Acidic Slime is a personal favorite, and easily my favorite of the ETB-destroy-artifact variants. (Reclamation Sage is quickly moving up to battle for the top spot, but that’s another article.) Slime is so great because you pretty much always have a not-your-own target, something that Uktabi Orangutan or Indrik Stomphowler cannot claim on their own. There are many times you will want to hit their lands too, as there are many problem lands running throughout all cubes. If you have a Crystal Shard or Recurring Nightmare at hand, Acidic Slime becomes that much more disgusting. A strong card, probably not the best pick here because there are better green cards, but it would be sweet to take one of the other green cards and have Slime wheel.

1 mana removal spells are strong, and Path to Exile is no exception. There are many packs where Path would be the best and safest pick, as so many decks want to splash an easy-to-cast piece of removal that hits almost everything. Giving them a land can suck, but it’s better to force your opponent to have the next threat than it is to not play Path and let them keep beating. Behind Felwar Stone I think path is the safest since it makes the most amount of decks and gives you a reason to splash white if you aren’t there, but I’m less inclined to pick amazing removal if there are amazing threats or planeswalkers also available.

While I’m less high on Hero than when it first came out, Hero of Bladehold is still an utter beating if you’re allowed to untap with it. By itself it’s a 7 power beater on attack, and with other creatures you add more and more damage with the Battlecry. Hero does die to quite a bit and acts like a lightning rod, but in the right deck you can force your opponent to waste removal-removal-removal on the first three turns and then watch them frown as they’re out of gas. In this pack I’d take Path if I’m taking a white card as I like easier to splash cards and game-changing 4-drops are not scarce in cube. Hopefully this changes into the Holiday Cube and I can wheel it in the last 5 picks. This happened a surprising amount.

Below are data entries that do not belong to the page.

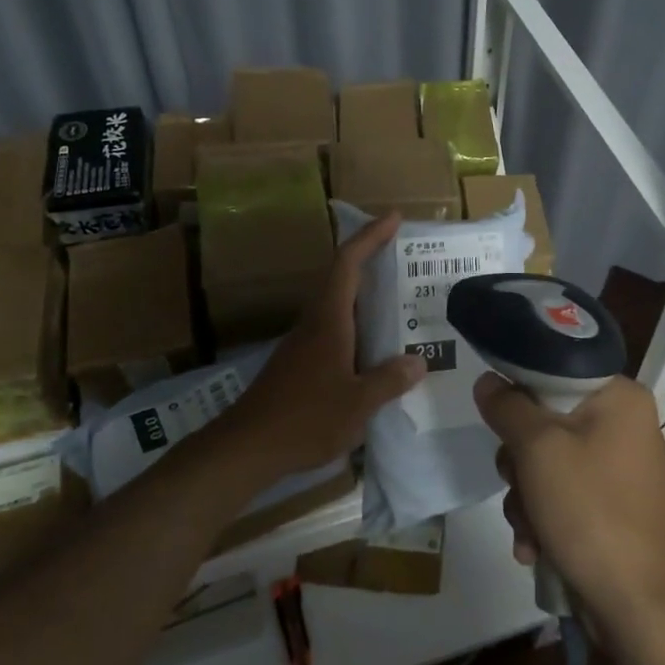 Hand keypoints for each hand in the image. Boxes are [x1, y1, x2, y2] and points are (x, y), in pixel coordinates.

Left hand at [225, 212, 425, 480]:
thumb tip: (418, 361)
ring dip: (364, 294)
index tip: (394, 218)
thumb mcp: (357, 404)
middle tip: (405, 257)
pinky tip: (375, 348)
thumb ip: (389, 380)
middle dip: (370, 259)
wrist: (246, 447)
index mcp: (329, 320)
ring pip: (337, 304)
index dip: (370, 236)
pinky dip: (357, 325)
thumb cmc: (304, 419)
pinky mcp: (299, 363)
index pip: (348, 263)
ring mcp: (304, 343)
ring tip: (399, 301)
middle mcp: (315, 322)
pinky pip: (334, 329)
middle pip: (341, 277)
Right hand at [476, 373, 664, 644]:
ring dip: (526, 496)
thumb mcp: (538, 449)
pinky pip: (563, 493)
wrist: (639, 608)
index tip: (497, 416)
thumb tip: (488, 380)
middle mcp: (624, 425)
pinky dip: (543, 517)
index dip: (520, 390)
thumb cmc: (590, 511)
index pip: (555, 368)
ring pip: (547, 461)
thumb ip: (507, 406)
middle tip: (517, 481)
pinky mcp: (611, 505)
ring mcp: (619, 468)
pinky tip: (535, 547)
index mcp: (620, 397)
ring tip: (528, 528)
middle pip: (546, 419)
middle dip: (519, 460) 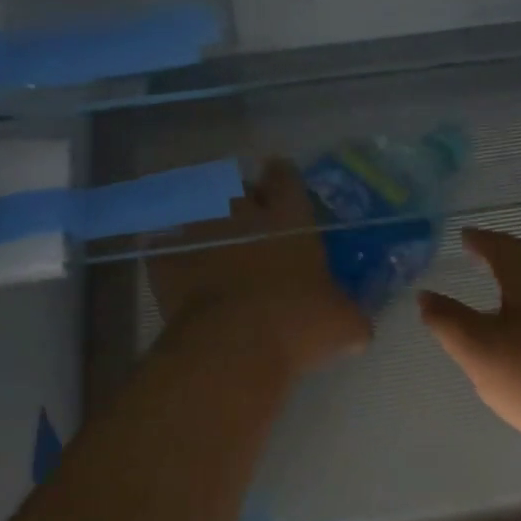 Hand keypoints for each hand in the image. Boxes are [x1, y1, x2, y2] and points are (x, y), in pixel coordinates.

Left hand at [148, 158, 370, 380]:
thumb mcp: (343, 324)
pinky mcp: (168, 260)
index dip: (282, 177)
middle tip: (244, 214)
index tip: (281, 183)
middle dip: (238, 196)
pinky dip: (166, 253)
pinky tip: (169, 264)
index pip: (285, 176)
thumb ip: (352, 317)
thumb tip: (359, 328)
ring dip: (200, 217)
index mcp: (288, 219)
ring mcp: (201, 234)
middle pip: (234, 185)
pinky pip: (162, 247)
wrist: (233, 344)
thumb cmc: (297, 323)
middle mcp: (242, 215)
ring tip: (205, 233)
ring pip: (193, 207) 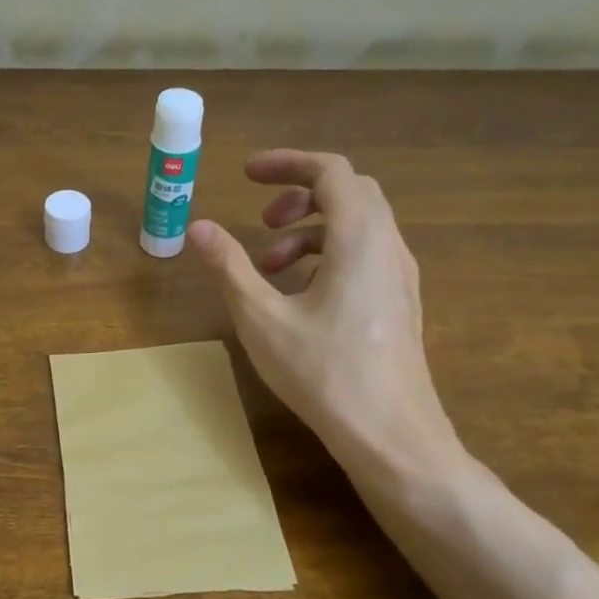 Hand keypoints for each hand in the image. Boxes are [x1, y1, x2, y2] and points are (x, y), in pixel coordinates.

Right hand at [190, 151, 461, 475]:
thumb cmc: (324, 374)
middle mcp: (388, 247)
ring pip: (359, 226)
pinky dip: (329, 255)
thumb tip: (198, 227)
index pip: (331, 171)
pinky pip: (366, 255)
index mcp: (360, 239)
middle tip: (261, 221)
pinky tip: (300, 296)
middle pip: (350, 193)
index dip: (287, 163)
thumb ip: (230, 267)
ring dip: (311, 230)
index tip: (246, 175)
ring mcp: (400, 277)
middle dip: (300, 196)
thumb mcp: (263, 319)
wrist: (392, 435)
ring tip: (270, 267)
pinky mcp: (399, 303) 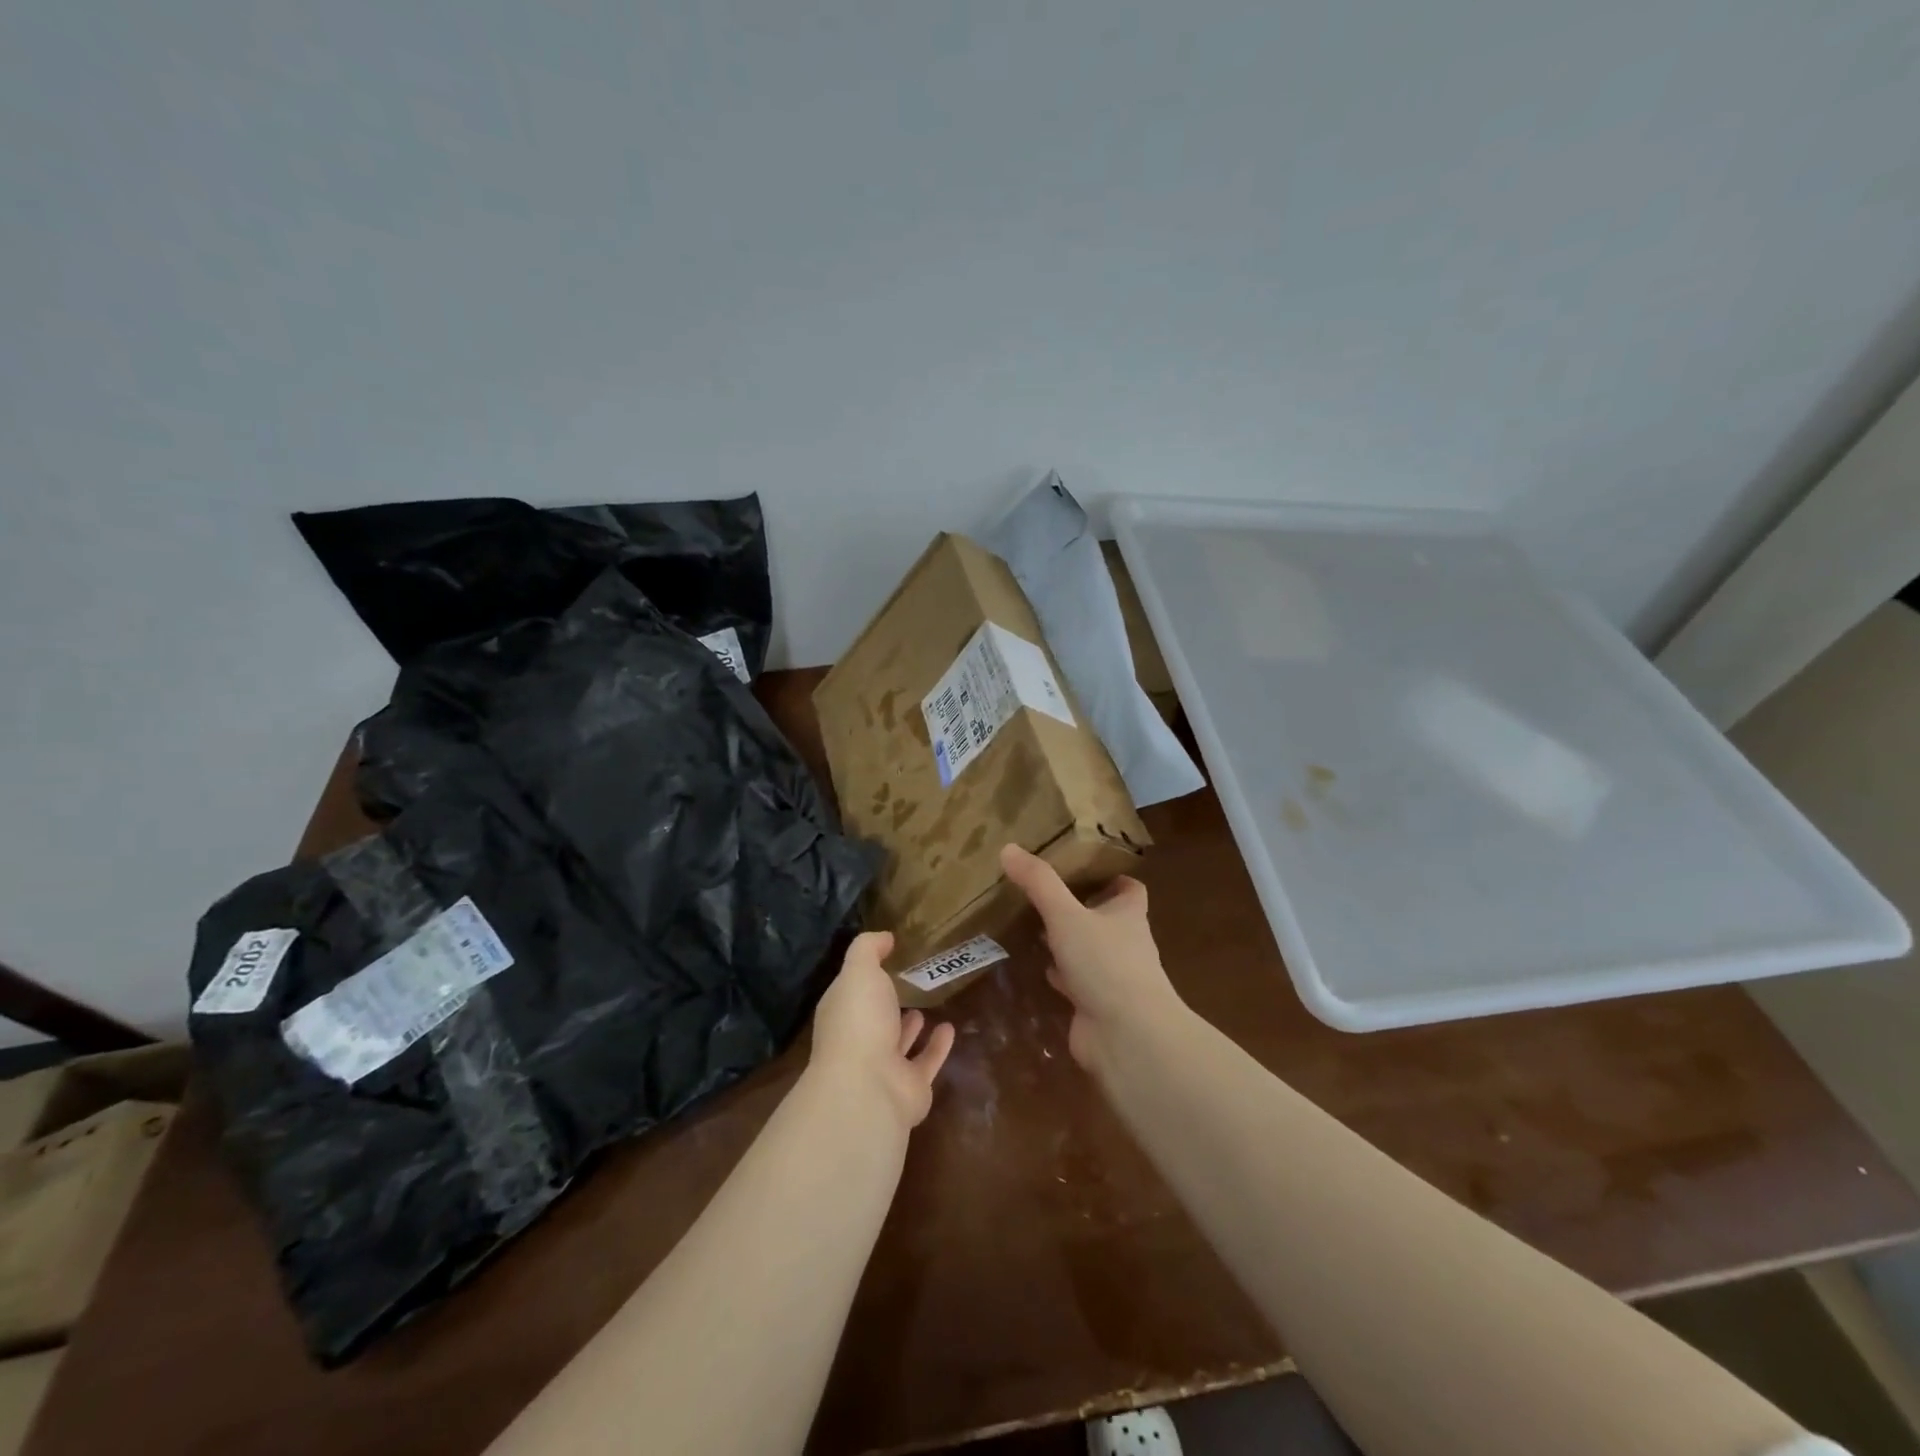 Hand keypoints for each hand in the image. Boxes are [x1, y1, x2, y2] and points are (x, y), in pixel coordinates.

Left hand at [809, 931, 955, 1128]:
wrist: (869, 1087)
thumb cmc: (859, 1021)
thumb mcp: (859, 971)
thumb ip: (869, 949)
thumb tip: (885, 937)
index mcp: (842, 1013)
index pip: (851, 991)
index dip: (866, 975)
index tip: (888, 956)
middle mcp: (859, 1041)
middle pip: (874, 1019)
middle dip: (887, 1003)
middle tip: (909, 982)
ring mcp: (884, 1067)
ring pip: (898, 1043)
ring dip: (910, 1027)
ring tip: (926, 1005)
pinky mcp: (911, 1087)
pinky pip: (926, 1062)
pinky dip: (937, 1047)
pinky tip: (950, 1028)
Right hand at [1000, 844, 1184, 1072]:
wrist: (1127, 1036)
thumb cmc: (1105, 964)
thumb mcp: (1066, 914)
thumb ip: (1039, 882)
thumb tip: (1009, 848)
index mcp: (1128, 916)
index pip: (1130, 889)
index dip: (1112, 878)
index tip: (1085, 869)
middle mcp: (1126, 944)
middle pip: (1107, 919)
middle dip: (1081, 908)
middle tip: (1045, 894)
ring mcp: (1112, 977)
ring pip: (1089, 952)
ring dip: (1068, 943)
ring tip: (1035, 927)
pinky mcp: (1097, 1005)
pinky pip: (1076, 982)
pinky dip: (1059, 975)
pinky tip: (1036, 968) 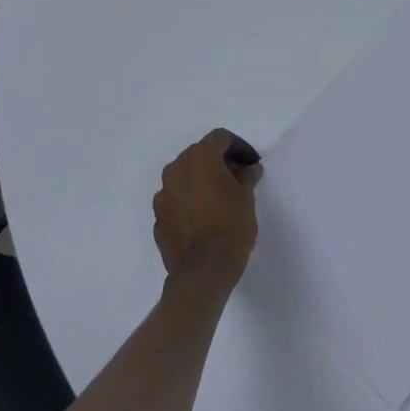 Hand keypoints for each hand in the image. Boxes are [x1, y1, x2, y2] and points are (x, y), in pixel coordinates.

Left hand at [152, 130, 260, 290]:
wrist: (202, 272)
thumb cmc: (230, 226)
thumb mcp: (246, 197)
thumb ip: (246, 176)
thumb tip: (248, 169)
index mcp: (199, 159)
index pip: (219, 138)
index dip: (238, 146)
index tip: (251, 163)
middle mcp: (175, 170)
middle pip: (199, 154)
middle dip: (219, 161)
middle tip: (238, 176)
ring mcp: (163, 195)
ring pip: (185, 176)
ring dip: (202, 180)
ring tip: (220, 197)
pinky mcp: (158, 218)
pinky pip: (177, 199)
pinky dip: (190, 200)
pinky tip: (205, 216) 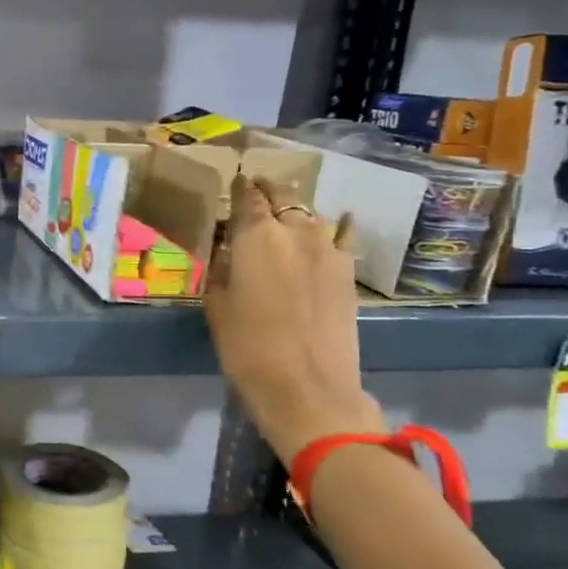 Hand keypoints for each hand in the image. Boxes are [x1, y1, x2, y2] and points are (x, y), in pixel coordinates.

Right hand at [204, 175, 383, 463]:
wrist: (308, 387)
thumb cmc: (247, 348)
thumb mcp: (218, 306)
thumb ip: (223, 269)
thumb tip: (227, 249)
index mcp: (256, 237)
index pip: (247, 197)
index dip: (241, 187)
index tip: (235, 181)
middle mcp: (295, 232)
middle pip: (284, 196)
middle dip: (269, 189)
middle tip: (257, 187)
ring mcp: (329, 249)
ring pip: (311, 214)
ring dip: (296, 209)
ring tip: (286, 211)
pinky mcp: (348, 271)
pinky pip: (342, 236)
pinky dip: (338, 226)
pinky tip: (340, 220)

Glen Elendra Archmage, a card I’ve talked about a lot, and for good reason: SHE’S REALLY GOOD. Two negates attached to a flier as a mimimum is super solid. Resetting that persist trigger any amount of times means you’re probably locking out your opponent from casting relevant spells. Glen Elendra is one of the higher considerations for me because: 1) it’s blue, 2) it’s easily the best blue card, and 3) it’s one of the best card in the pack. If I don’t take it here, it’s worth noting that I’m passing it.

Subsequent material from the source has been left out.